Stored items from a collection
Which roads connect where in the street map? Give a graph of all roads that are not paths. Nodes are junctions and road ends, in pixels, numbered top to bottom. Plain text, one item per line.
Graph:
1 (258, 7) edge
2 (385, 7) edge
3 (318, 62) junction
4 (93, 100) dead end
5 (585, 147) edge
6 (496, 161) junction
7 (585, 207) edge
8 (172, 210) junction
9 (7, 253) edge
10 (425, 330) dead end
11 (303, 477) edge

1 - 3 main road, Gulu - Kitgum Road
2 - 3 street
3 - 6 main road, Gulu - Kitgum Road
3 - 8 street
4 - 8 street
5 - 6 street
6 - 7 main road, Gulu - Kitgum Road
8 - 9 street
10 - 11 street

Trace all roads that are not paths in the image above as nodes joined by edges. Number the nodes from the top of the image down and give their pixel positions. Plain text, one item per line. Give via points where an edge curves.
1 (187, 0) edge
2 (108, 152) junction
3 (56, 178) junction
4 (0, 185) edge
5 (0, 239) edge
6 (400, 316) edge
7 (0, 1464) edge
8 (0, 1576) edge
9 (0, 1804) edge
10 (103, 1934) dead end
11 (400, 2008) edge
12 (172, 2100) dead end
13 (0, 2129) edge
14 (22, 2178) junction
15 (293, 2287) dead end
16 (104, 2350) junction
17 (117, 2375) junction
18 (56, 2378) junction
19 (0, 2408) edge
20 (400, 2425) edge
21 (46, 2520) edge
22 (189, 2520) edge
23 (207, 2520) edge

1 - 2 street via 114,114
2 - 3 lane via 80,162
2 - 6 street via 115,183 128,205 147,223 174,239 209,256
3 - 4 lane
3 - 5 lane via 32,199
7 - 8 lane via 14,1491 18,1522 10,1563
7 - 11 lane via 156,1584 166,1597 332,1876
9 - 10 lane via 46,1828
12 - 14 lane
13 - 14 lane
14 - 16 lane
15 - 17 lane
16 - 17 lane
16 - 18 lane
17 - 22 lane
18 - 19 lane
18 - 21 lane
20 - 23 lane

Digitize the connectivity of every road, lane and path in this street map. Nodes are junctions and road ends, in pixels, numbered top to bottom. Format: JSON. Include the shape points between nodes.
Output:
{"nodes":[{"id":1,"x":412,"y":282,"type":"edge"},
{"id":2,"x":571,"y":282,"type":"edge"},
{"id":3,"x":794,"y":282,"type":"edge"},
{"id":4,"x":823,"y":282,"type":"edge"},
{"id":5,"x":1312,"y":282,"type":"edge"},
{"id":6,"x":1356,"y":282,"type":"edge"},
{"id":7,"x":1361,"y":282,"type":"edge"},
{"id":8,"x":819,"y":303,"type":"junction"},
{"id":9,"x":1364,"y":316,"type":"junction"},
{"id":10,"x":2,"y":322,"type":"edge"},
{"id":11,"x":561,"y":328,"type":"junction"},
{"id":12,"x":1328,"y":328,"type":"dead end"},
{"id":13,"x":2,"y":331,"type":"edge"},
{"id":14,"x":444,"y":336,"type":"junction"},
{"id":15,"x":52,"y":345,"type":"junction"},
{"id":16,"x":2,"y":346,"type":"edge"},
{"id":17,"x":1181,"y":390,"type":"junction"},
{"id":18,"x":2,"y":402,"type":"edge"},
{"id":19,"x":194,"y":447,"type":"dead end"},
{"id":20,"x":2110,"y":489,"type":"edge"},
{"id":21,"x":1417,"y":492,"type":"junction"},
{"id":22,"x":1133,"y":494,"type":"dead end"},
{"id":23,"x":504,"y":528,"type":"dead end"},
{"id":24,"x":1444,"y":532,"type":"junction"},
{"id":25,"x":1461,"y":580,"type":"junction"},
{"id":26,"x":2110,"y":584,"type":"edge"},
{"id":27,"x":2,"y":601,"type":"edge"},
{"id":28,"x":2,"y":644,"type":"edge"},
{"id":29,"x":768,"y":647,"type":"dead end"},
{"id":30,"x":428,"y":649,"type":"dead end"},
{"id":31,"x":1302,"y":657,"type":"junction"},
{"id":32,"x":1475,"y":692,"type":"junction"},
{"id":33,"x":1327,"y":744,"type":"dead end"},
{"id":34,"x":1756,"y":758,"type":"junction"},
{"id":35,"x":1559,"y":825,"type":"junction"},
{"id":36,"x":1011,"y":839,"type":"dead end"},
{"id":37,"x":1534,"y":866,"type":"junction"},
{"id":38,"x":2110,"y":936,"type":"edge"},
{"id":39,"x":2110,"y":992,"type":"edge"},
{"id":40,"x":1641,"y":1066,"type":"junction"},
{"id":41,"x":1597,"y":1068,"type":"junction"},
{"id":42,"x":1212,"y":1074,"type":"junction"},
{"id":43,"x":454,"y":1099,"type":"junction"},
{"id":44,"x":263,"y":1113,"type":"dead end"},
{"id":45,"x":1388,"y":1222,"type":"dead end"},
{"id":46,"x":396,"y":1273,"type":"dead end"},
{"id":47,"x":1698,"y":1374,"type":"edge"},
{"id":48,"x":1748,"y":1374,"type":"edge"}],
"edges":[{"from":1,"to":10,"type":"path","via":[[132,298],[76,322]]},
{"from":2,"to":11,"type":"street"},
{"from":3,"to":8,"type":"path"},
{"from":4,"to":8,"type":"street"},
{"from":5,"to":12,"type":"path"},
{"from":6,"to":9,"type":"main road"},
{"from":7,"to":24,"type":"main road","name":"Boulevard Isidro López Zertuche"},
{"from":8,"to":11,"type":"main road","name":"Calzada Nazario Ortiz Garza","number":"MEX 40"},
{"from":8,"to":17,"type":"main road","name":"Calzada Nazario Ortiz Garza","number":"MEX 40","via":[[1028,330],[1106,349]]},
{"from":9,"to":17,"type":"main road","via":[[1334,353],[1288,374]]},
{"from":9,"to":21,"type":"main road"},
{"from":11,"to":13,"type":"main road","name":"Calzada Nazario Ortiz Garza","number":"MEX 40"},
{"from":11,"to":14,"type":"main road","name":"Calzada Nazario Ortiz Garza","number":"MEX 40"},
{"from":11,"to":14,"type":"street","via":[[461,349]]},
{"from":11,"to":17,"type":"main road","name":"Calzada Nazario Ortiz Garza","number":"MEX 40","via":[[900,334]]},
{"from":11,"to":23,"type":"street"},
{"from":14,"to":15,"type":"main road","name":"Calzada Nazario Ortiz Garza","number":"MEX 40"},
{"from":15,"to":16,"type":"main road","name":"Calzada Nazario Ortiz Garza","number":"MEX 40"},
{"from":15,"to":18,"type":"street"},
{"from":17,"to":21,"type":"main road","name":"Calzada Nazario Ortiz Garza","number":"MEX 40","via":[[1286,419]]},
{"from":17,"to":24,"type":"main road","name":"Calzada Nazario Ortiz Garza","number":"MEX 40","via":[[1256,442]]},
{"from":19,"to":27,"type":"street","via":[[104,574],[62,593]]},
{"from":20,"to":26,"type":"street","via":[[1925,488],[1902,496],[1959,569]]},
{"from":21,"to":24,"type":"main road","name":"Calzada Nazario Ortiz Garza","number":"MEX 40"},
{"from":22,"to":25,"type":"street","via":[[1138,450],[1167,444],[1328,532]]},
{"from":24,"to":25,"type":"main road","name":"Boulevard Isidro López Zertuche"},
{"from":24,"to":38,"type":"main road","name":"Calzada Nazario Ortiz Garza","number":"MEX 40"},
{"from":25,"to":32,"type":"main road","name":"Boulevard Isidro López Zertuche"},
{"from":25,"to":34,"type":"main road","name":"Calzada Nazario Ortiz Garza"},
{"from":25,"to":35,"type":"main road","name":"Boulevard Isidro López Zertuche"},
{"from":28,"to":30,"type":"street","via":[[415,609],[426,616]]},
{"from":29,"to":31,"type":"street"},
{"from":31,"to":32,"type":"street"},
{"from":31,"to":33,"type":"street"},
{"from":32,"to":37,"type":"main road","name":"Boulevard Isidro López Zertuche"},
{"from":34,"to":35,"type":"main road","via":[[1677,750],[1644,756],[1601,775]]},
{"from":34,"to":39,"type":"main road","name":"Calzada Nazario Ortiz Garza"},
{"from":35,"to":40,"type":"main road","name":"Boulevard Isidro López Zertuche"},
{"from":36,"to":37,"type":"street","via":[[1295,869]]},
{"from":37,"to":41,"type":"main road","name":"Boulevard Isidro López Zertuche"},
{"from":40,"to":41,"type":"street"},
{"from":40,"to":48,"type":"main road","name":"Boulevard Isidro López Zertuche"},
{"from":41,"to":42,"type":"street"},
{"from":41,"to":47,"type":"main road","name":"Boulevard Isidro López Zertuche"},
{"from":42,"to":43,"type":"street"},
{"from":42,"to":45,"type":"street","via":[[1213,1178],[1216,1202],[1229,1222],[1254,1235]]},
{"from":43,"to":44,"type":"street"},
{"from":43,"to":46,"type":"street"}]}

• [Your task]:
Looking at the records above, say how many lines hold the string "ends". Write nothing but the number.

• [Answer below]:
2